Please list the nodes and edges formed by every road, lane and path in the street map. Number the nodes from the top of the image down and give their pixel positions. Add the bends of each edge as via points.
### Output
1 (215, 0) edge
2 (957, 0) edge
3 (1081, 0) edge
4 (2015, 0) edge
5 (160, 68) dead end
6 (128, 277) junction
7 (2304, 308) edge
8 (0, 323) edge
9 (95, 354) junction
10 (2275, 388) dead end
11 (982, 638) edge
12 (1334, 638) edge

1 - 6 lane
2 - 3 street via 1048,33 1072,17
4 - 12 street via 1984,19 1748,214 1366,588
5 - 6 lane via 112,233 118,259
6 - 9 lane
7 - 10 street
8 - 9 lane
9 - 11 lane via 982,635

- [Problem description] Every line of the listing is to be returned exactly as given.

- [Result of this exercise]
Please list the nodes and edges formed by every road, lane and path in the street map. Number the nodes from the top of the image down and give their pixel positions. Add the bends of each edge as via points.
### Output
1 (215, 0) edge
2 (957, 0) edge
3 (1081, 0) edge
4 (2015, 0) edge
5 (160, 68) dead end
6 (128, 277) junction
7 (2304, 308) edge
8 (0, 323) edge
9 (95, 354) junction
10 (2275, 388) dead end
11 (982, 638) edge
12 (1334, 638) edge

1 - 6 lane
2 - 3 street via 1048,33 1072,17
4 - 12 street via 1984,19 1748,214 1366,588
5 - 6 lane via 112,233 118,259
6 - 9 lane
7 - 10 street
8 - 9 lane
9 - 11 lane via 982,635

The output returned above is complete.